A pesar del éxito que tiene afuera, Néstor es pilarense y no esconde el amor que tiene por su ciudad, a la que siempre elige volver y en la que espera, en un futuro no muy lejano, poder poner su propia academia.

-¿Tenés ganas de encarar un proyecto acá?

- Sí, es una idea que ronda mi cabeza hace ya un tiempo. Me gustaría abrir una academia en Pilar. Siempre tuve ganas y me gusta poder aportar cosas a mi ciudad, y la verdad es que ya estoy cansado del ritmo de giras, me gustaría estar más tiempo acá, hacer al revés de lo que hago ahora y armar algo un poco más profesional, porque siento que falta eso.
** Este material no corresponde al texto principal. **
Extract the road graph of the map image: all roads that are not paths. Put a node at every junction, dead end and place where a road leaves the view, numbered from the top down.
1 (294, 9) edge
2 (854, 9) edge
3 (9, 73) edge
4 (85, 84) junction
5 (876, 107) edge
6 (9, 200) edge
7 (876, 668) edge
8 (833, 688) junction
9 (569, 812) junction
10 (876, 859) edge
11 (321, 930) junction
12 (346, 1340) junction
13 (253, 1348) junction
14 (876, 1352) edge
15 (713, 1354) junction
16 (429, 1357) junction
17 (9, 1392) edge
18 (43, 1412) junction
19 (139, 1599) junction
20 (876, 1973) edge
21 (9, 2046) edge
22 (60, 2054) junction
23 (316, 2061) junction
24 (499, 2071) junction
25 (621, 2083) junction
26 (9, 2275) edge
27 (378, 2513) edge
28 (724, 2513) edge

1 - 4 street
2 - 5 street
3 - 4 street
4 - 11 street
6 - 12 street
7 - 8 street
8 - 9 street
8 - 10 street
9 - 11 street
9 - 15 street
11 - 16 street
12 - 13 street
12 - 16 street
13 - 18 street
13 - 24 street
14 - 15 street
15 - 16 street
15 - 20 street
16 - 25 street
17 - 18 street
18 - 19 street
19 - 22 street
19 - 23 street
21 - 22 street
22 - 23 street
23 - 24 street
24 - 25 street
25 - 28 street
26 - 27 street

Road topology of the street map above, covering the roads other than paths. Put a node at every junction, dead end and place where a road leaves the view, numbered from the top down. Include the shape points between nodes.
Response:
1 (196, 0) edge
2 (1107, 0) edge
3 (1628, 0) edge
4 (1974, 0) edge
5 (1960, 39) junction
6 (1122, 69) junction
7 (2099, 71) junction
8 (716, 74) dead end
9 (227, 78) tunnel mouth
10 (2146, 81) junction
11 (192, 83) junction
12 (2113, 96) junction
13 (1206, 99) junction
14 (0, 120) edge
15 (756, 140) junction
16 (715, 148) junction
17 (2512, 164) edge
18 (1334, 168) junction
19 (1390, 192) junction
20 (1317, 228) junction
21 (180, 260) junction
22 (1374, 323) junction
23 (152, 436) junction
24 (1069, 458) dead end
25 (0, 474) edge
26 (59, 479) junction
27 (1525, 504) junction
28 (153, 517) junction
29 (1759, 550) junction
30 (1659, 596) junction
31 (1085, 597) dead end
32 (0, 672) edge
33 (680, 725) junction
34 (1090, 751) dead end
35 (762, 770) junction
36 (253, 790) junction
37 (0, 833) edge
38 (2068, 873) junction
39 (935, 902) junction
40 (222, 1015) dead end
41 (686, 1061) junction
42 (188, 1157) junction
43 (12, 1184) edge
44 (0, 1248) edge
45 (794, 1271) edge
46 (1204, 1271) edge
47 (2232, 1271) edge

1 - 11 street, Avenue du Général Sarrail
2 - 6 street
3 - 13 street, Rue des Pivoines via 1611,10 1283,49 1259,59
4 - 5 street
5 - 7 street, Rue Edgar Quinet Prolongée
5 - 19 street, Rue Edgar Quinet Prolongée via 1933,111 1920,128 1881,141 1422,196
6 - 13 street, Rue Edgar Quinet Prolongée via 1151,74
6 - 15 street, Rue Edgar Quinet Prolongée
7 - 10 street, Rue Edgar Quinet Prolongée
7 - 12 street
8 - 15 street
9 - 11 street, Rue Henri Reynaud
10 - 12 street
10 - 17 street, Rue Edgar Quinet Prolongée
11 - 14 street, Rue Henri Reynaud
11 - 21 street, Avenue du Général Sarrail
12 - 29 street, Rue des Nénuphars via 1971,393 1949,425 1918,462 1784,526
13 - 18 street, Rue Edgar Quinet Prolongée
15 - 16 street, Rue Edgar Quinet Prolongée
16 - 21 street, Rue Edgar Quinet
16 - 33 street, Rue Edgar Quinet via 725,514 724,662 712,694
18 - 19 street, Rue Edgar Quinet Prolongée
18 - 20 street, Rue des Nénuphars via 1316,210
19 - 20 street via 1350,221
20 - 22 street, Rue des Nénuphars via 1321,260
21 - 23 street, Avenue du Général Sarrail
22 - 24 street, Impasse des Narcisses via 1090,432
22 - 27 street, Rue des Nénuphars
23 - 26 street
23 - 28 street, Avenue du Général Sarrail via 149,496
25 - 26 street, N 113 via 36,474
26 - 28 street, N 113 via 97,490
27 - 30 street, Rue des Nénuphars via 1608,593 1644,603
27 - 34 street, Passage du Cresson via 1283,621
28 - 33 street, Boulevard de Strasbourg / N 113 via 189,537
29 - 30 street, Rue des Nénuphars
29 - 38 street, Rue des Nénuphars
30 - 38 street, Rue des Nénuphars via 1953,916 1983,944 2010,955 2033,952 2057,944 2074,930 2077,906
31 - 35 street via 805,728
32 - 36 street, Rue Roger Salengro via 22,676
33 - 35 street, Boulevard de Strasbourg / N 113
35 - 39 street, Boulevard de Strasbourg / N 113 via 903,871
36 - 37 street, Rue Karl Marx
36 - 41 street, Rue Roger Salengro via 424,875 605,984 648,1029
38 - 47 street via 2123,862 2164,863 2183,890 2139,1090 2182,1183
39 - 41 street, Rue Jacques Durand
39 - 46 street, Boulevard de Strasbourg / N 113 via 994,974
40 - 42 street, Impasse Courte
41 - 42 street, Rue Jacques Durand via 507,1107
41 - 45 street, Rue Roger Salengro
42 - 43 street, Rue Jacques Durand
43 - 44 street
Se me ocurre armar, por ejemplo, una especie de ballet municipal, un laboratorio de tango, traer gente profesional y también bailarines extranjeros aprovechando los contactos y amigos que tengo afuera.

-¿Y qué te motiva a buscar llevar esta idea adelante?

- Las ganas de trasladar la movida que se ve en Capital, para este lado. Abrir la mentalidad y mostrarle al argentino también cómo baila el extranjero. Pilar es una ciudad muy grande y creo que podría funcionar, además de que sería un atractivo para el turismo.

 

“Yo no tengo eso que tienen muchos de que mamaron el tango de chicos, a mí el tango se me apareció y lo agarré”.

“El tango en el mundo lo manejan las mujeres”.

“Estando afuera aprendí a valorar muchas cosas de nuestro país. El argentino hace siempre magia para vivir”.